Alleanza tra buoni: accordo tra Identità e Parmigiano Reggiano per promuovere l'eccellenza italiana a tavola

Il Consorzio del formaggio più celebre è nuovo nostro partner, progetto triennale per una battaglia culturale: la ristorazione nazionale può ripartire solo dagli ingredienti italiani di qualità

16-03-2021
I protagonisti della conferenza stampa a Identità

I protagonisti della conferenza stampa a Identità Golose Milano durante la quale è stato presentato l'accordo tra Identità Golose e Consorzio Parmigiano Reggiano. Da sinistra Claudio Ceroni, Massimo Bottura, Davide Rampello, Nicola Bertinelli, Carlo Mangini e Paolo Marchi. (Foto Carlo Passera)

La sintesi perfetta l'ha trovata Nicola Bertinelli quando ormai si era quasi ai saluti finali. Il presidente del Consorzio Parmigiano Reggiano ha afferrato il microfono è ha parlato di «una vera e propria alleanza tra buoni». È quella presentata in conferenza stampa poche ore fa a Identità Golose Milano, primo hub internazionale della gastronomia: il formaggio che tutto il mondo ci invidia diventa nuovo partner di Identità Golose, in base a un accordo triennale «molto ambizioso» che innerverà progetti volti a promuovere nella ristorazione non solo il Parmigiano, come sarebbe pure ragionevole, ma l'intera filiera dell'eccellenza agroalimentare italiana. Il buono, appunto, del nostro Paese, perché «il sistema sconvolto dalla pandemia deve riprendere a correre nella direzione della qualità e dell'innovazione - come ha spiegato Claudio Ceroni, co-fondatore di Identità Golose insieme a Paolo Marchi - Faremo una battaglia, crediamo lungimirante, a favore delle indicazioni geografiche e delle Dop, con una pianificazione assai avanzata. Noi di Identità abbiamo trovato nei vertici del Consorzio menti brillanti e aperte, che hanno condiviso subito con noi l'idea».

Nata qualche mese fa. La genesi l'ha spiegata Carlo Mangini, direttore Marketing, Trade marketing e Sviluppo commerciale del Consorzio Parmigiano Reggiano: «Sul finire del 2020 abbiamo commissionato una ricerca alla Ipsos.
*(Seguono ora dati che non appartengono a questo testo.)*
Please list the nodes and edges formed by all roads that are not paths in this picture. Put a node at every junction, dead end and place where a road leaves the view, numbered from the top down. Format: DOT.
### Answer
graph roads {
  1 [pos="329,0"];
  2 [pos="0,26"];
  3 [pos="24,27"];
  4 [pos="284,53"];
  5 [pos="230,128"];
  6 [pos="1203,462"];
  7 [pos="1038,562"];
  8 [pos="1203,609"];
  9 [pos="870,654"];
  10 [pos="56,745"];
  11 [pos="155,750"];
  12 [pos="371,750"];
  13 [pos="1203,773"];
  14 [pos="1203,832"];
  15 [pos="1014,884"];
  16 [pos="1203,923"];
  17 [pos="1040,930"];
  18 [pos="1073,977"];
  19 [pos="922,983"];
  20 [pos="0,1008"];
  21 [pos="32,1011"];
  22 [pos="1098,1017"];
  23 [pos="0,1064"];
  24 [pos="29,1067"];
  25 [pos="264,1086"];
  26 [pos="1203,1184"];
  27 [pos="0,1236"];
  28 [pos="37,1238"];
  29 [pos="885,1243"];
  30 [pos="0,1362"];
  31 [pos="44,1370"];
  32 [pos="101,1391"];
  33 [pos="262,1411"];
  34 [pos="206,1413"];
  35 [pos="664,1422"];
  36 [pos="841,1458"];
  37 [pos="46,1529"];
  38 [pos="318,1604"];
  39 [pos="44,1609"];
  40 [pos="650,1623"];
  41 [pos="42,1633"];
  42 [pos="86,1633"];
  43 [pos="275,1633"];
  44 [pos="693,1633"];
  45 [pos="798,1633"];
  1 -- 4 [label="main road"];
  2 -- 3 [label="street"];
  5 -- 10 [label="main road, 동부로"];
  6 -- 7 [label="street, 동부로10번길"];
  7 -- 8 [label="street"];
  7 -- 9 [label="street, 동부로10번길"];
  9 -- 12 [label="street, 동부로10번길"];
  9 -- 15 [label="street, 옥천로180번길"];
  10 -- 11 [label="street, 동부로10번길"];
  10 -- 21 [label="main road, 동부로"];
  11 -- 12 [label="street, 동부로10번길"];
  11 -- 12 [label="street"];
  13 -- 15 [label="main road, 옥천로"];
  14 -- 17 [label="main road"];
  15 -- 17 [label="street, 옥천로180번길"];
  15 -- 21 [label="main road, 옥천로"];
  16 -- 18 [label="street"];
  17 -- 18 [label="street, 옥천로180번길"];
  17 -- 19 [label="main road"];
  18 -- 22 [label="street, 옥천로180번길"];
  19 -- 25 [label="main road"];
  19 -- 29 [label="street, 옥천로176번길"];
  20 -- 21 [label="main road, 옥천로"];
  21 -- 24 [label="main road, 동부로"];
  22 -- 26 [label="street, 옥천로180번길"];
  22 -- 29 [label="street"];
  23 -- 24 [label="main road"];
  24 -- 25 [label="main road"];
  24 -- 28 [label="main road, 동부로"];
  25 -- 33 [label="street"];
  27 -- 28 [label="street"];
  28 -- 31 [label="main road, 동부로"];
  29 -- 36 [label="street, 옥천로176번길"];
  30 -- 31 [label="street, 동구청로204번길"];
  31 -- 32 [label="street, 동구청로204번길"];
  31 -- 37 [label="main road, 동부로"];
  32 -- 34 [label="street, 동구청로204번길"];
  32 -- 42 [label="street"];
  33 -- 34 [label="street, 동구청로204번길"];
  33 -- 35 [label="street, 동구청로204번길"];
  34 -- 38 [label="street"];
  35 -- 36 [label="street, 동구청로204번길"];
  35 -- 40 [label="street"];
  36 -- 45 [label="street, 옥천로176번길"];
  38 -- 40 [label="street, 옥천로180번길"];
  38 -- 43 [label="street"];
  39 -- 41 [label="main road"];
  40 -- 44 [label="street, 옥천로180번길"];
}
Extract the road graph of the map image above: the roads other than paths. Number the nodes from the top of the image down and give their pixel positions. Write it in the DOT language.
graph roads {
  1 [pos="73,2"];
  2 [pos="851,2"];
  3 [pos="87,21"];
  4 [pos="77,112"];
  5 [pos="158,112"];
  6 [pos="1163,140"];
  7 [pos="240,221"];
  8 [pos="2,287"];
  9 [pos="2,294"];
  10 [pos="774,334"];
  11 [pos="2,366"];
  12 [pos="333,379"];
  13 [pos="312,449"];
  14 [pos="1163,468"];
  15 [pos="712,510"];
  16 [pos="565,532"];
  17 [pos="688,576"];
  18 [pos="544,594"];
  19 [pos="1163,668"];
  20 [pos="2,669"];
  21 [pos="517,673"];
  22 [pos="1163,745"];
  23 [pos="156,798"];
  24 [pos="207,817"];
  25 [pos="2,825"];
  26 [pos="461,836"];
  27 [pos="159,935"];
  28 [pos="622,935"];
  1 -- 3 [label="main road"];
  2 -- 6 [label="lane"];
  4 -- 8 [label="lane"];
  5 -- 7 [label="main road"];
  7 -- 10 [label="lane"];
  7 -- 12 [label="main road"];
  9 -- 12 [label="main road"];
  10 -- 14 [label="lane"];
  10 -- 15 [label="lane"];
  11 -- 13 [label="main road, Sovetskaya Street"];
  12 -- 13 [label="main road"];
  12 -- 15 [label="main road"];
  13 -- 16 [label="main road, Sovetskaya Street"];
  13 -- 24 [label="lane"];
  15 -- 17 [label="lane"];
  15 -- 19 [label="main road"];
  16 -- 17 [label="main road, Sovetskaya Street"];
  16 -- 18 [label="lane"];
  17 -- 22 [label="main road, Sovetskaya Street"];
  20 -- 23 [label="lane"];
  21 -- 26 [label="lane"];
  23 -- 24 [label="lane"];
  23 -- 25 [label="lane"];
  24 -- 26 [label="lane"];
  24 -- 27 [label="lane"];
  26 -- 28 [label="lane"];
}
Arrivavamo da mesi di pandemia, in cui la ristorazione era rimasta a lungo chiusa, eppure le nostre vendite avevano fatto boom, +9% a livello mondiale». Qualcosa non tornava: la ristorazione anche di fine dining bloccata e il Parmigiano che cresce. Com'era possibile?

L'indagine Ipsos

L'indagine Ipsos

Spiegazione semplice, confermata dall'Ipsos dati alla mano: la clientela dei ristoranti vuole sapere quale "formaggio grattugiato" viene utilizzato e chiede in larga parte il Parmigiano, è insomma consapevole della sua eccellenza. Ma il Parmigiano ha solo una quota del 4% nel mercato riferito alla ristorazione. In sostanza, moltissimi lo chiedono (domanda del consumatore), pochi lo usano (offerta dei ristoratori): una distonia cui porre rimedio, «perché il dato può essere letto in due modi. Per noi, significa che c'è una grande opportunità», un enorme potenziale inespresso.

Da qui nasce l'alleanza tra buoni, e per il buono aggiungiamo noi. «Non un cambio di casacca - preme sottolineare a Ceroni - Ma una nostra politica che si modifica laddove si è modificato il mondo. Non si può riprendere da dove eravamo rimasti; occorre una visione più larga, a favore della piena trasparenza. Sarà una battaglia importantissima, che si concretizzerà in tutta una serie di iniziative che stiamo studiando e che avvieremo nei prossimi mesi. La cucina di qualità sempre più sarà legata alla materia prima italiana di qualità. Ed è proprio questa, mentre stiamo vivendo l'ennesimo lockdown, l'occasione giusta per renderlo chiaro a tutti. Perché diventi la strada giusta per la rinascita».

Ceroni, Marchi e Bottura

Ceroni, Marchi e Bottura

Ospite d'onore dell'incontro è stato Massimo Bottura, «erano 16 anni che aspettavo questo momento, non ci posso credere! Non mi sembra vero» ha esclamato. Lo si può capire: per lui il Parmigiano è da sempre uno degli ingredienti-feticcio, e suo è il piatto che più lo racconta in ogni sfumatura, il celeberrimo Le cinque stagionature del Parmigiano Reggiano, in diverse consistenze e temperature, all'inizio - negli anni Novanta - le consistenze/stagionature/temperature erano tre, poi son diventate quattro, poi cinque, poi sei, infine si è tornati a cinque, ma racconteremo prossimamente questa vicenda. Insomma, Massimo è un testimonial naturale, «e attenzione, il Consorzio non mi ha mai dato un centesimo, lo sapete tutti - sottolinea sorridendo - Però ci ha sempre supportati quando ho lanciato una nuova iniziativa. È rimasto al nostro fianco quando dovevo aprire i Refettori, ad esempio». E intanto racconta di quella volta che da Massimo Spigaroli aprì una forma di Parmigiano stagionata 20 anni, «una cosa incredibile».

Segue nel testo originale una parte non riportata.